Iran’s Thalassemic Patients Suffer Under U.S. Sanctions
TEHRAN -- The managing
director of the Iranian Thalassemia Society said Monday despite U.S. claims that sanctions imposed on Iran do not cover humanitarian items, including medical equipment and medicine, the bans are taking a heavy toll on the country’s thalassemic patients.
Speaking about the supply of medicines for people with thalassemia in Iran, Younes Arab said in an interview with Tasnim news agency that “currently, there are 23,000 thalassemic patients in the country, most of whom need to use these drugs throughout their life.”
Since the beginning of the U.S.-imposed sanctions, Arab said, the restrictive measures have created many challenges for Iranian thalassemic patients and have had a direct impact on the treatment of such patients, the main part of which is related to the provision of their life-saving medicines.
He said more than 540 patients with thalassemia have fallen victim to the sanctions since May 2018, when the US administration under former President Donald Trump withdrew from a 2015 landmark deal with Iran, officially known as the Joint Comprehensive Plan of Action (JCPOA), and re-imposed draconian sanctions against the country.
“Some European companies supplying raw materials for the production of pharmaceuticals have directly sanctioned Iran and we are also facing problems for the transfer of foreign currency.

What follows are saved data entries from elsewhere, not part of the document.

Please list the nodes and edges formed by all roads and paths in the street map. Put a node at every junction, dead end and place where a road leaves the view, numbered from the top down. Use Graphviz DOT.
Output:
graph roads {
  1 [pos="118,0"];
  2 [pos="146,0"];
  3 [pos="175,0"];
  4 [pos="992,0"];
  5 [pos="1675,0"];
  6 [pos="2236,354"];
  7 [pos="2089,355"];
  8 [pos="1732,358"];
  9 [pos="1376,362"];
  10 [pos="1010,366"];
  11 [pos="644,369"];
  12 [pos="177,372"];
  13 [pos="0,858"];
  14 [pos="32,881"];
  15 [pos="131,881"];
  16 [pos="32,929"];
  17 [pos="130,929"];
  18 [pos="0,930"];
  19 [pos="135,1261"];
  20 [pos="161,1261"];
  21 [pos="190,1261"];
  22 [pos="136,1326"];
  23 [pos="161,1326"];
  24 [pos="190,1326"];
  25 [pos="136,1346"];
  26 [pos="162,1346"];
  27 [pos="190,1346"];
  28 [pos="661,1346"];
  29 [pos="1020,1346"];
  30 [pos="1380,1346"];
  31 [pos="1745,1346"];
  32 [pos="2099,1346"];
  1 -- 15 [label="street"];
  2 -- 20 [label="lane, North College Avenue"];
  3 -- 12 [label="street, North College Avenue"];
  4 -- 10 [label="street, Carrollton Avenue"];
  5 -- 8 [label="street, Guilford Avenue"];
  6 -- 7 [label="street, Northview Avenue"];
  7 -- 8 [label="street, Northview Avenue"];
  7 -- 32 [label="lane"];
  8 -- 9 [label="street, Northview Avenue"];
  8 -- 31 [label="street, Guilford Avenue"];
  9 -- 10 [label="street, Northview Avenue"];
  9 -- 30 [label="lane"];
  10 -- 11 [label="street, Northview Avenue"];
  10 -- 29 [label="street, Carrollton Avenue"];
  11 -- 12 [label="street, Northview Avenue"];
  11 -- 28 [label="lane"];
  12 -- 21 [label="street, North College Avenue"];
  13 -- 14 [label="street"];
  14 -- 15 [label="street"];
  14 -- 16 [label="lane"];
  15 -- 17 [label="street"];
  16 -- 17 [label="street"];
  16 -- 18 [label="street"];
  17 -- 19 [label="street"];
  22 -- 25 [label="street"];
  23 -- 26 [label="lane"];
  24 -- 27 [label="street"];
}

Therefore, we are dealing with serious problems for production of drugs.”
Underlining that a main reason for the failure to provide necessary drugs for thalassemic patients is due to sanctions, Arab said, “Since the beginning of the Persian solar calendar year, no medicine for thalassemic patients has been imported and the production of medicine in the main company producing drugs for thalassemia patients has stopped.”
Thalassemia is an inherited blood disorder caused when the body does not make enough of a protein called hemoglobin, an important part of red blood cells. The disorder
results in large numbers of red blood cells being destroyed, which leads to anemia.
World leaders have time and again called on Washington to exempt humanitarian and medicinal supplies from the list of its anti-Iran sanctions; but to no avail.
Iran is also battling the coronavirus pandemic under the harshest sanctions which the U.S. reimposed after leaving the UN-backed nuclear deal between Tehran and major world powers in 2018.
Tehran fully honored its nuclear commitments under the JCPOA for an entire year after the U.S. withdrawal, giving the remaining parties ample time to secure its interests, but as it received no compensation for U.S. sanctions.
The Islamic Republic began to gradually and transparently reduce its nuclear commitments, in a legal move under the 2015 pact.